Quelques années plus tard, cinq mois après sa mort le 3 octobre 1982 à cinquante ans, Gould réapparaissait en trois épisodes filmés par Monsaingeon, "Glenn Gould joue Bach", où il interprétait notamment des fugues du Clavier bien tempéré et de L'Art de la fugue, la 4e Partita et "ses" Variations Goldberg de 1981, aussi extatiques que celles enregistrées en 1955 étaient ductiles, virevoltantes... et déjà inimitables.

Pour le dixième anniversaire de sa disparition, une "Glenn Gould Edition" exhaustive de Sony permettait de mesurer l'ampleur du legs discographique de celui qui renonçait définitivement à "l'arène sanglante des concerts" dès avril 1964 pour se réserver au studio : pas moins de 80 CD, majoritairement consacrés à Bach mais aussi Beethoven. De Bach par Gould, il faut évidemment retenir "les" Goldberg et Le Clavier bien tempéré (Livre I et Livre II) patiemment gravé entre 1962 et 1971, ainsi que les autres œuvres pour clavier seul, des Suites anglaises et françaises, des légendaires Partitas (Volume I et Volume II) et Inventions aux Toccatas contrastées et à un étrange "album italien". S'y ajoutent d'improbables Sonates avec Rose au violoncelle ou Laredo au violon et des Concertos (BWV 1052, BWV 1054, 1056, 1058) où il faut oublier l'orchestre. Gould a gravé pour CBS 20 (vol. I et vol.
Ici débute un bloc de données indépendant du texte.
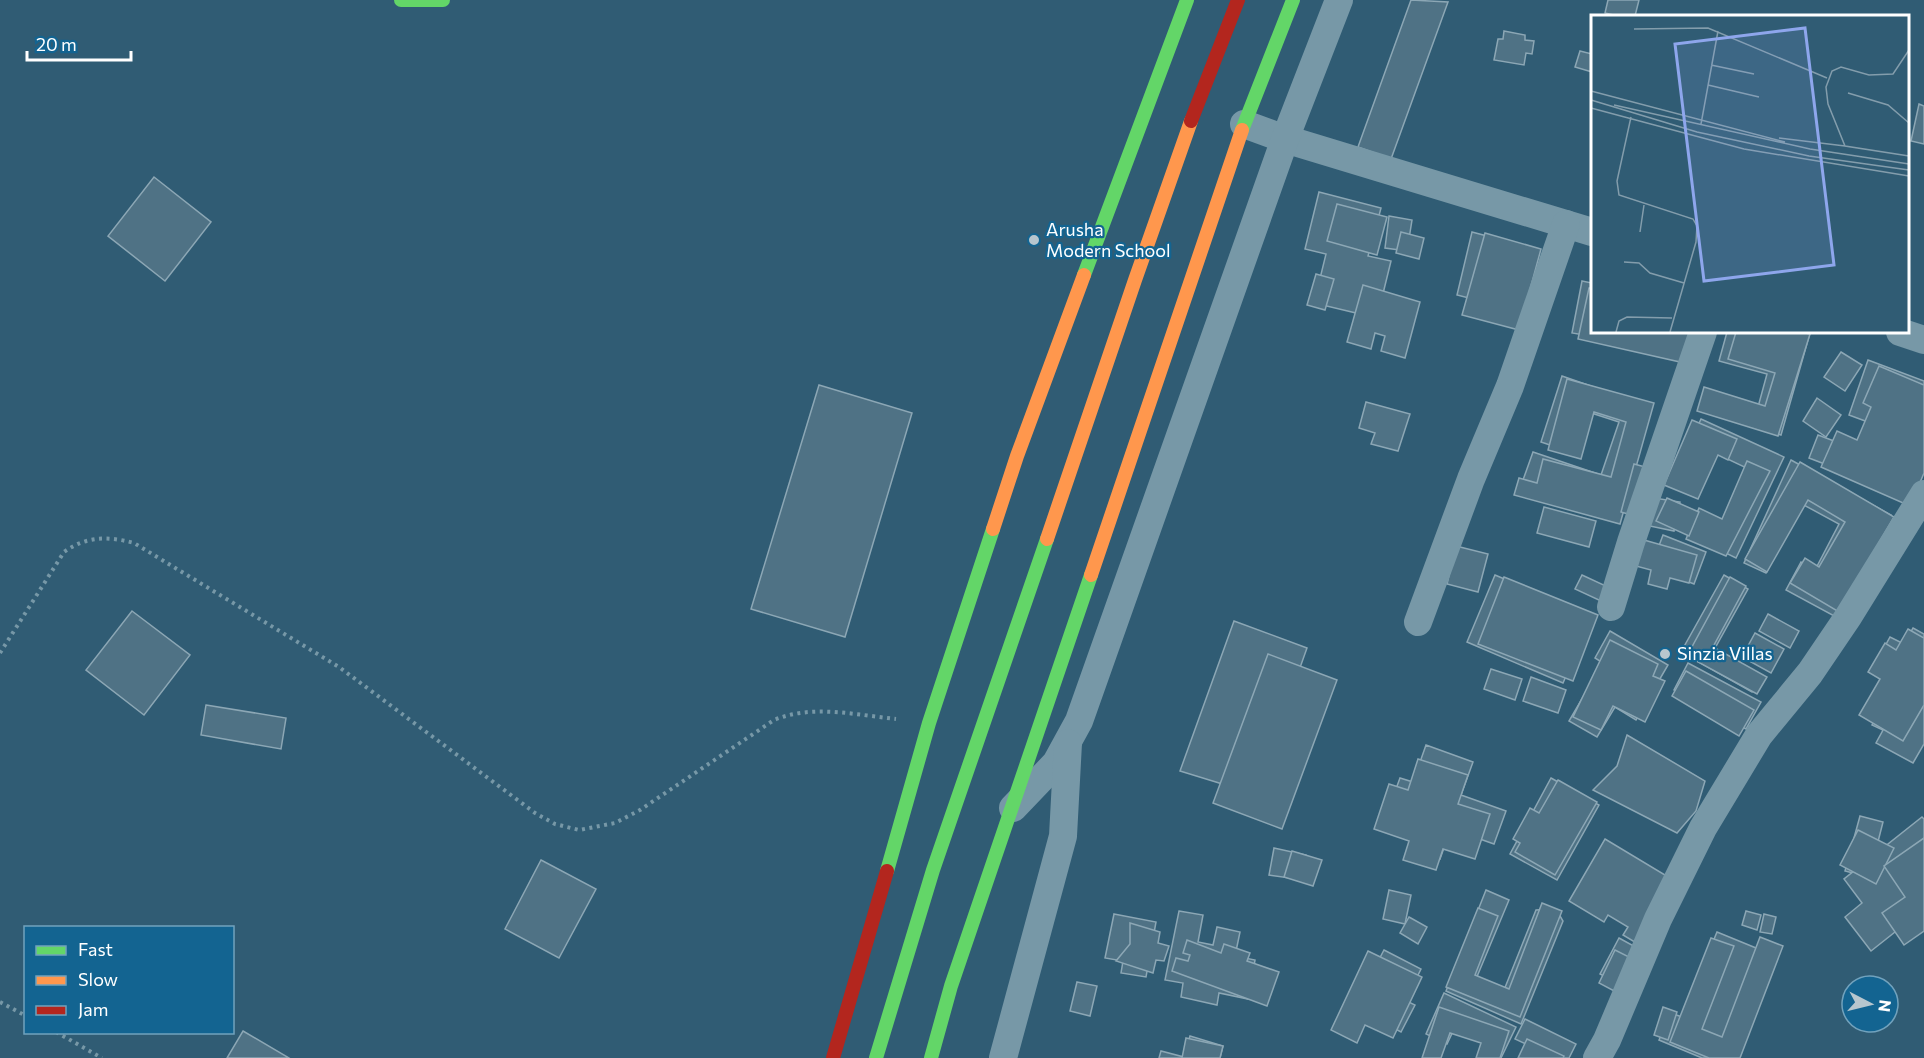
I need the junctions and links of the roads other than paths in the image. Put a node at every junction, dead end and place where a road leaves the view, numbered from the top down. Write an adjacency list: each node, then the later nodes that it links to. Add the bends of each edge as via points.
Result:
1 (401, 0): 2 (main road)
2 (442, 0)
3 (1187, 0): 18 (main road, via 1017,456 929,723)
4 (1238, 0): 19 (main road, via 1200,95 1035,573 901,968)
5 (1293, 0): 7 (main road)
6 (1339, 0): 8 (street)
7 (1244, 124): 8 (street); 17 (main road)
8 (1285, 139): 9 (street); 16 (street)
9 (1579, 228): 15 (street, via 1471,479)
10 (1703, 333): 14 (street)
11 (1903, 333): 12 (street)
12 (1924, 340)
13 (1924, 494): 22 (street, via 1810,673 1759,735 1703,828)
14 (1611, 607)
15 (1418, 622)
16 (1068, 743): 17 (street, via 1056,763); 21 (street, via 1063,836)
17 (1013, 808): 20 (main road, via 951,986)
18 (833, 1058)
19 (876, 1058)
20 (931, 1058)
21 (1003, 1058)
22 (1597, 1058)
II) des 32 sonates pour piano de Beethoven, auxquelles deux autres s'ajoutent grâce à la Radio canadienne (CBC), ainsi que des Variations, d'intimistes Bagatelles, opp. 33 et 126 et les cinq Concertos (N° 1, N° 2 avec Macmillan, N° 1, N° 2 avec Golschmann et Bernstein, N° 3 et N° 4 avec Bernstein) mieux accompagnés (y compris par Stokowski dans L'Empereur) que ceux de Bach.


CURIOSITÉS

L'exhumation d'enregistrements publics a permis non seulement de découvrir Gould en concert (Live à Salzbourg & Moscou, live à Toronto, live à Stockholm) mais de le retrouver en compagnie de chefs qu'il appréciait spécialement, tels Karajan, pour leur rencontre autour du 3e Concerto de Beethoven en 1957 (Sony), ou Krips pour le 5e en 1960 à Buffalo (Sony ou coffret WHRA avec de la musique de chambre). Pour Beethoven toujours, une session bénie de la CBC (11 juin 1968) offre la délectation d'une transcription peu lisztienne de la Symphonie "Pastorale", plus convaincante que la 5e Symphonie réalisée peu avant (CBS). Dans Brahms, si le Concerto n° 1 avec Bernstein en 1962 reste un grand moment (Sony), on privilégie les miraculeux Intermezzi gravés deux ans auparavant et considérés par Gould comme son disque le plus... "sexy", puis les Ballades, op. 10 témoignant de la méditative lenteur de ses ultimes conceptions (février 1982), comme les inattendues Pièces et Sonate pour piano de Richard Strauss, pourtant ludiques, à l'image des dernières Sonates de Haydn (1981).

Paradoxalement, c'est avec d'autres musiciens que son sentiment de solitude ressort le plus, comme lors de ses "Documentaires radiophoniques" La Trilogie de la Solitude (Sony), essentiels au sein de l'activité créatrice d'un artiste auteur dans sa jeunesse d'un mémorable Quatuor à cordes.